After months on this combo and other medications, soon I realized that it was not only suppressing my pain messages in my Central Nervous System, but these medicines were also suppressing my mind, thinking ability, reflexes, and memory. Taking any drug for a long period is always not advisable, worst still for my case where my physician intentionally mixing them to give me better relief as not a single one was sufficient to give me a good rest at night then. Initially, I was happy and was feeling good especially for the first month as I was getting my needed rest at night but later they started to do me more harm than good. Soon I realized that I couldn’t even remember things said to me an hour earlier, I couldn’t even do very simple mental arithmetic , I couldn’t do simple calculation inside my head and I needed to use my fingers like small kids and I found that very annoying and terrifying. That’s when I decided to quit,and learning to cope the pain without them. It was not easy because I went cold-turkey voluntarily and not by phases because I did not want any further damage on myself. With a lot of perseverance, discipline, acceptance, better understanding and patience, I managed to stop relying on them. Unfortunately, the withdrawal was never easy and it messed me up a lot too, me plunging into depression

Even now after more than a year of quitting, I am still struggling with my poor memories and mind capabilities.
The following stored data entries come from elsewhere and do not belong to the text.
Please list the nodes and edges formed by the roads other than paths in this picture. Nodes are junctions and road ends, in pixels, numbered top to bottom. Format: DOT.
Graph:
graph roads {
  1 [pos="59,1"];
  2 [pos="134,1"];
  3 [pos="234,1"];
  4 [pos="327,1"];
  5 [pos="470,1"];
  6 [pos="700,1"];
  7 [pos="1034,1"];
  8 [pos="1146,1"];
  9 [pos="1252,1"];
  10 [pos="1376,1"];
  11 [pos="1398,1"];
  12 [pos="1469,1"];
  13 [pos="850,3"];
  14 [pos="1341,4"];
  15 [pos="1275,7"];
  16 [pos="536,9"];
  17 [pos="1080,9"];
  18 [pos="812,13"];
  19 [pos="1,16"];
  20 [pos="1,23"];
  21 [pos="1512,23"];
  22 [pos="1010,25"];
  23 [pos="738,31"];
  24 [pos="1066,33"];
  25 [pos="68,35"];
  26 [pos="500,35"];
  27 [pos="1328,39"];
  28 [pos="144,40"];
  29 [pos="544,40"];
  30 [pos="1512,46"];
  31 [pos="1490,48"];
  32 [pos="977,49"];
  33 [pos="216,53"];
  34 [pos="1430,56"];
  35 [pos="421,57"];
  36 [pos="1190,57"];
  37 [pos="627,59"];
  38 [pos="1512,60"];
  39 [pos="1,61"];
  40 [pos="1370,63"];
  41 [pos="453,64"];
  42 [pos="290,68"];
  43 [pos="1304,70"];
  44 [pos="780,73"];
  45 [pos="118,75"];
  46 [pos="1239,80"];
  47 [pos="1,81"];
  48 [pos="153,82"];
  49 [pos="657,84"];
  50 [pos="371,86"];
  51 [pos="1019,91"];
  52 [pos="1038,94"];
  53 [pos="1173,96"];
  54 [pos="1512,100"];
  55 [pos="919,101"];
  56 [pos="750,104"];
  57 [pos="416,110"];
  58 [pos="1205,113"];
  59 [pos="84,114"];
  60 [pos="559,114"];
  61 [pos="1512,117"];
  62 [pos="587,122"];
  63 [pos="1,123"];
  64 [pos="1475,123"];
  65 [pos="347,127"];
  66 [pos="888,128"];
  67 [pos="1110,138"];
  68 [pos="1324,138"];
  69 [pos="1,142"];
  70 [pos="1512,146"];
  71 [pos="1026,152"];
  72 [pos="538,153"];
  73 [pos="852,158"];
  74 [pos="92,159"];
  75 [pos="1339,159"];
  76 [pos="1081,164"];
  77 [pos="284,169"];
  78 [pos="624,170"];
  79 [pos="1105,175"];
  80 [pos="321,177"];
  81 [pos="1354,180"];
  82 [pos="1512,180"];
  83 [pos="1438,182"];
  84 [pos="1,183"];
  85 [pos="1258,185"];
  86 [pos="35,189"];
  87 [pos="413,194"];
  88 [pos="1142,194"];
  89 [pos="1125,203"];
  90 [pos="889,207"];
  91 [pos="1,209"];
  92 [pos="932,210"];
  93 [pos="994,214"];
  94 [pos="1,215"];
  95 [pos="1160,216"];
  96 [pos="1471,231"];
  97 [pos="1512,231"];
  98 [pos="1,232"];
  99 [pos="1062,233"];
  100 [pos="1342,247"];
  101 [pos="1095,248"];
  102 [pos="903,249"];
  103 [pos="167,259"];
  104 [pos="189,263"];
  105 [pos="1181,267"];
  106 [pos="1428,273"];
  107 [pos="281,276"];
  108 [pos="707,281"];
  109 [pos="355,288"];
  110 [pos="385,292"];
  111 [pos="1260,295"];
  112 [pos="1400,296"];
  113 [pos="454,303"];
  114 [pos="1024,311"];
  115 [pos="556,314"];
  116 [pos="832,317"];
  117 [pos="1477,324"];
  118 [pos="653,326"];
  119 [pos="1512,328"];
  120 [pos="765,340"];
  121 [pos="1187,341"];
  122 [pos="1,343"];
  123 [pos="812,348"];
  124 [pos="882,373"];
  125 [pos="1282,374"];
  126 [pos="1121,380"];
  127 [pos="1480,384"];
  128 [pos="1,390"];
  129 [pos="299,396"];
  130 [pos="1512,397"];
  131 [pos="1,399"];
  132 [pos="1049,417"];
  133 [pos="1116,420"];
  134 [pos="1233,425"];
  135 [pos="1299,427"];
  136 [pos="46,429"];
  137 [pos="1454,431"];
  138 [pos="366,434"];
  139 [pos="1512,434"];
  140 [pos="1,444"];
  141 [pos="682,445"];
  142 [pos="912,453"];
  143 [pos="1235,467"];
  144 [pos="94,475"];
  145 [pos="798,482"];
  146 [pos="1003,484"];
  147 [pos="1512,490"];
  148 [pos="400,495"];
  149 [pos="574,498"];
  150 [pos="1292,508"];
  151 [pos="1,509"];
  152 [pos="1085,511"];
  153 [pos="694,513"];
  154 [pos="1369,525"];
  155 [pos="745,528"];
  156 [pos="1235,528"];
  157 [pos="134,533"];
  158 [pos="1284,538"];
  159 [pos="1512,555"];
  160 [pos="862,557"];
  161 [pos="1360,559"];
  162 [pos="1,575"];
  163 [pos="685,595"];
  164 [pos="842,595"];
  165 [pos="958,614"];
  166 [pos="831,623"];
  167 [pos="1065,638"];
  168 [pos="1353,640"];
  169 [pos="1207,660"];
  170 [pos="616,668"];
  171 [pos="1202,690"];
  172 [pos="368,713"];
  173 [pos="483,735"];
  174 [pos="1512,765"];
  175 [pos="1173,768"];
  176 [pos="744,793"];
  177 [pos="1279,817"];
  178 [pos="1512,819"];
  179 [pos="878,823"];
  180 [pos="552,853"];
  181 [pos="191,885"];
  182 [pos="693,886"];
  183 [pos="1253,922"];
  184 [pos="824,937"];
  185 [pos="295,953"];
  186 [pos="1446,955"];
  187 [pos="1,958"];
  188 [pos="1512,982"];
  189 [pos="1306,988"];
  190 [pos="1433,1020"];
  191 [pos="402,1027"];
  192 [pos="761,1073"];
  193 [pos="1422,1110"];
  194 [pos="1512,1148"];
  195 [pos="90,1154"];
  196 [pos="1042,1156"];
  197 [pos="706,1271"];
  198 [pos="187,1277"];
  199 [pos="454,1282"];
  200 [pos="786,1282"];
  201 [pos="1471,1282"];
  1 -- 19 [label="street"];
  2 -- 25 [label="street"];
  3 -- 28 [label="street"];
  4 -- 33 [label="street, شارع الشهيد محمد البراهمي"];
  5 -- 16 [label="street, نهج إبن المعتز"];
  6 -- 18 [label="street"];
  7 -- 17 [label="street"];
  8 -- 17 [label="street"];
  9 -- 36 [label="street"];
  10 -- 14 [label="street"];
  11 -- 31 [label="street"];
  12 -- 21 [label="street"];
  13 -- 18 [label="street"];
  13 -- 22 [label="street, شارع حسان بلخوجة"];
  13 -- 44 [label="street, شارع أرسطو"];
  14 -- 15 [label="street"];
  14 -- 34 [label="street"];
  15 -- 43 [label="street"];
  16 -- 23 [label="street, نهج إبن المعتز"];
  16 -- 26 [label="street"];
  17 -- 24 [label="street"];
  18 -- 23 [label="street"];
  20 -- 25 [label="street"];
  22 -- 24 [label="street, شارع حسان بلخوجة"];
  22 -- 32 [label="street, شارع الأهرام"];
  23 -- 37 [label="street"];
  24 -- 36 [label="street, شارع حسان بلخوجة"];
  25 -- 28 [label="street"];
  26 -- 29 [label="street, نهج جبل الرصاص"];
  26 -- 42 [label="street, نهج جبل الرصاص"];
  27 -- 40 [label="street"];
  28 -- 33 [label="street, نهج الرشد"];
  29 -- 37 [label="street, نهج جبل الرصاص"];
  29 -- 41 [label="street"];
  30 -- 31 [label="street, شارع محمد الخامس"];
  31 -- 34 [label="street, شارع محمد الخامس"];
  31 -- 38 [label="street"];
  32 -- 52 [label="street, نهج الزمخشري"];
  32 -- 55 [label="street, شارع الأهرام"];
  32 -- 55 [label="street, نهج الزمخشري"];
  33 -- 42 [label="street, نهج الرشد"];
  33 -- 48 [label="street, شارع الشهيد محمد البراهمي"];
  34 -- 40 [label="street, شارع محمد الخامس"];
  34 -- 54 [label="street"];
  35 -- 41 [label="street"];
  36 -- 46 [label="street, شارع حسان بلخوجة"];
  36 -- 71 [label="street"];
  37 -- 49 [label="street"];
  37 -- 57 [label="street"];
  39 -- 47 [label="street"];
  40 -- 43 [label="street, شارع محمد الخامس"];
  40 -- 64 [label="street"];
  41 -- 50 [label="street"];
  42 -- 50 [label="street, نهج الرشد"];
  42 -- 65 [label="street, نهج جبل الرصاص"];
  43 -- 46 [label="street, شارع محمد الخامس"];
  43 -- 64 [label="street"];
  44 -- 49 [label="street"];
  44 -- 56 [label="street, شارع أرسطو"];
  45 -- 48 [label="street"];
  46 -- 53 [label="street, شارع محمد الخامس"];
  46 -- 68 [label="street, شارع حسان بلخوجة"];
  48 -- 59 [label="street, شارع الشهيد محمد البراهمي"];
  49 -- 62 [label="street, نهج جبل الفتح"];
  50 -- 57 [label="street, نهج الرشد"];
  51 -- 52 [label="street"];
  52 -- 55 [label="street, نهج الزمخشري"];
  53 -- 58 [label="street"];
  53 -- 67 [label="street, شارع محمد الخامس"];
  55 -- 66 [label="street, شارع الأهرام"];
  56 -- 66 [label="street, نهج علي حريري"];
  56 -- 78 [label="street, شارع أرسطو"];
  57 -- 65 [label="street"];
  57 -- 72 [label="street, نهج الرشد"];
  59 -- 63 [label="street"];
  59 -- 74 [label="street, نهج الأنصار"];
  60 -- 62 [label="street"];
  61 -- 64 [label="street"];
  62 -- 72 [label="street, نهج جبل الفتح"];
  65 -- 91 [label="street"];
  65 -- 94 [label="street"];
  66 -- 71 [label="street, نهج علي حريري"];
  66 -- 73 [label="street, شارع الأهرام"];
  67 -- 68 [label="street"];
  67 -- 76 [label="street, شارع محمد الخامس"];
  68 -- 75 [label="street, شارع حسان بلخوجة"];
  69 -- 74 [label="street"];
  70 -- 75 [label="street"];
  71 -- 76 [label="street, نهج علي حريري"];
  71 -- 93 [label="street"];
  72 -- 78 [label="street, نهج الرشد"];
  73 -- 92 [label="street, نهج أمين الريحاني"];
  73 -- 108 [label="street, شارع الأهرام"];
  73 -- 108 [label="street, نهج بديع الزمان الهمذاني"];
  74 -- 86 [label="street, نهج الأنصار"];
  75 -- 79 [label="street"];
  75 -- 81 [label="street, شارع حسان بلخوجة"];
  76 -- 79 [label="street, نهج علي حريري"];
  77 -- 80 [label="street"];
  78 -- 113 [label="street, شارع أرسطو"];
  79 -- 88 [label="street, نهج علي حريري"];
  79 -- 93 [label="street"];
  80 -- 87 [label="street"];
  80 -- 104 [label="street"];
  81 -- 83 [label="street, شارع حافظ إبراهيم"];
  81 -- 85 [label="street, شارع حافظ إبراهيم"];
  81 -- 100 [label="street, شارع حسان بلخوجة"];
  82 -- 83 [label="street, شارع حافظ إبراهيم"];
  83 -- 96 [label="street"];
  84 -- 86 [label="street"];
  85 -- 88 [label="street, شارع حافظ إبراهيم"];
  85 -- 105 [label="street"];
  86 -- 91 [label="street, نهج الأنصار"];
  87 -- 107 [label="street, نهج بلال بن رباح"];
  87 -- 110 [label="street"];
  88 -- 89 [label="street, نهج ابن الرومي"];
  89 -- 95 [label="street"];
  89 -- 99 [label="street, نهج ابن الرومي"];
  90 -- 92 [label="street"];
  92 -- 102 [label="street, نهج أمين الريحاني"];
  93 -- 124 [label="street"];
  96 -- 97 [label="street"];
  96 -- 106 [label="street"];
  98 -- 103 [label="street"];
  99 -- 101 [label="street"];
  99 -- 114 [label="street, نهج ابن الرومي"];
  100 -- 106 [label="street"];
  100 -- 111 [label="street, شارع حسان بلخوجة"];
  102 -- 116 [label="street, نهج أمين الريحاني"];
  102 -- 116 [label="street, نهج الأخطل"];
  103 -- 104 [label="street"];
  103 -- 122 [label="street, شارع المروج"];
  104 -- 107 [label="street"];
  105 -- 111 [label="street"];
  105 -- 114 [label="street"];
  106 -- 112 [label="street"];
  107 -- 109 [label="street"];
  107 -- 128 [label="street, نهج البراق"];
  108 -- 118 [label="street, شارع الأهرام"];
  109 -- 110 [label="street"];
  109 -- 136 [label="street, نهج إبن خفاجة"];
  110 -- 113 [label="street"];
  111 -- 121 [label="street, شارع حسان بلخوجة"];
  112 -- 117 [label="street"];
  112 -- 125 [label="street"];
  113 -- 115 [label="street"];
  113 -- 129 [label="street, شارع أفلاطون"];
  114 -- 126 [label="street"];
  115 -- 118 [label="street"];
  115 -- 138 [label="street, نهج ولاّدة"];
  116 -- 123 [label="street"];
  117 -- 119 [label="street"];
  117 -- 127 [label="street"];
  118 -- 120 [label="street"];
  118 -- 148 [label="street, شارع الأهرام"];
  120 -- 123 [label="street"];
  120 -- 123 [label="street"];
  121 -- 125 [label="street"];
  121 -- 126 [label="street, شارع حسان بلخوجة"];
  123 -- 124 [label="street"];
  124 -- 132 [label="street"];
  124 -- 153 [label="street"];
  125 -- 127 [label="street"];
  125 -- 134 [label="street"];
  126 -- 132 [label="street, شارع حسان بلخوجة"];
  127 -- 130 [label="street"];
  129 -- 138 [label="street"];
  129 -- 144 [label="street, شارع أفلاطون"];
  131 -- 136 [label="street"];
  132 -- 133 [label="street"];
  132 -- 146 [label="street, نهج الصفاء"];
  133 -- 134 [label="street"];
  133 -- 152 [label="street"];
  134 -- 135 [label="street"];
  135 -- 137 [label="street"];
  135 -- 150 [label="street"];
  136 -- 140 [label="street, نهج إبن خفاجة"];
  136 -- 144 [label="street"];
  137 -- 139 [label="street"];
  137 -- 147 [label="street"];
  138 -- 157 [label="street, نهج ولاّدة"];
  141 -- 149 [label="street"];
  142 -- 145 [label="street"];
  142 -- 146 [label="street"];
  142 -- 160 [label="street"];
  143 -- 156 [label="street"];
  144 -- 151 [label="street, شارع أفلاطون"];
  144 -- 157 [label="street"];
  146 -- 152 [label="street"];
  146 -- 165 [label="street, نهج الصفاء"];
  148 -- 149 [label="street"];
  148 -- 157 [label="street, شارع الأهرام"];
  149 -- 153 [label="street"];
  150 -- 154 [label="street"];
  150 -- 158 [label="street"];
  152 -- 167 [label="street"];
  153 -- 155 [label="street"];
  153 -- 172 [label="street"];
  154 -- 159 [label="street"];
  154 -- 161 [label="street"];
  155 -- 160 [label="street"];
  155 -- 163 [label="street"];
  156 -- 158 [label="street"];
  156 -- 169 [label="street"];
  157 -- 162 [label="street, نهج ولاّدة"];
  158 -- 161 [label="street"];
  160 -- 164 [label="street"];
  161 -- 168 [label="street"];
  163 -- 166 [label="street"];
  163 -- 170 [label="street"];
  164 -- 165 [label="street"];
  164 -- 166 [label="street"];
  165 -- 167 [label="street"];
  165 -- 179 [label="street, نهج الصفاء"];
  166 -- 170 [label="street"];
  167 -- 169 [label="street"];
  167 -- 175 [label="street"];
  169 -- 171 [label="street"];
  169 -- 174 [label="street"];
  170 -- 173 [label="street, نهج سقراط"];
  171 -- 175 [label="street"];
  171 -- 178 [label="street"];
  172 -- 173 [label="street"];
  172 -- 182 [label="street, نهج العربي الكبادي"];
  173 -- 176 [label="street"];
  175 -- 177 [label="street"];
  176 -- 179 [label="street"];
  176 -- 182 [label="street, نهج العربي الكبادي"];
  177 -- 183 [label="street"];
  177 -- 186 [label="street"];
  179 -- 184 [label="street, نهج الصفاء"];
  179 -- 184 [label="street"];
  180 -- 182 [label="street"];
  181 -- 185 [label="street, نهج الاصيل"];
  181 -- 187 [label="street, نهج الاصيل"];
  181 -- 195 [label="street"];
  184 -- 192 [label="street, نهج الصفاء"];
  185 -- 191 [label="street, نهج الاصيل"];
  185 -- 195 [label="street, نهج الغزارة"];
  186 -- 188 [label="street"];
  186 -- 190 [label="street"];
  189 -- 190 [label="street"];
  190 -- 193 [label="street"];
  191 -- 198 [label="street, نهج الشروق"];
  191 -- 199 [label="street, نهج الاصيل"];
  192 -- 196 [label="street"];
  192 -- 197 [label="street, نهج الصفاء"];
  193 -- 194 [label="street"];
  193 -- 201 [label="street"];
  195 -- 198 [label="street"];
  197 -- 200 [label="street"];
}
I used to remember things well before this but 2 years of swallowing high doses of pills daily had really slowed me down. Though I am seeing a better me now than a year ago but I am still way back comparing to the old me. Indirectly this is affecting my current life, as there were times; where others were waiting for my response and my mind just went blank or I would just stare blankly with no response. It's like there was a short circuit in my brain or maybe the message just got lost during transmission.

I may not want to rely on medication,but I still take them during an emergency. I try to limit my usage, use only when necessary. If I can cope without them, I 'll because I rather have them out of my life if possible.

Lesson learned: Try not to depend on medication for a long period, longer than needed. Take only when necessary; never rely on them as a permanent solution as they will do you more harm than good.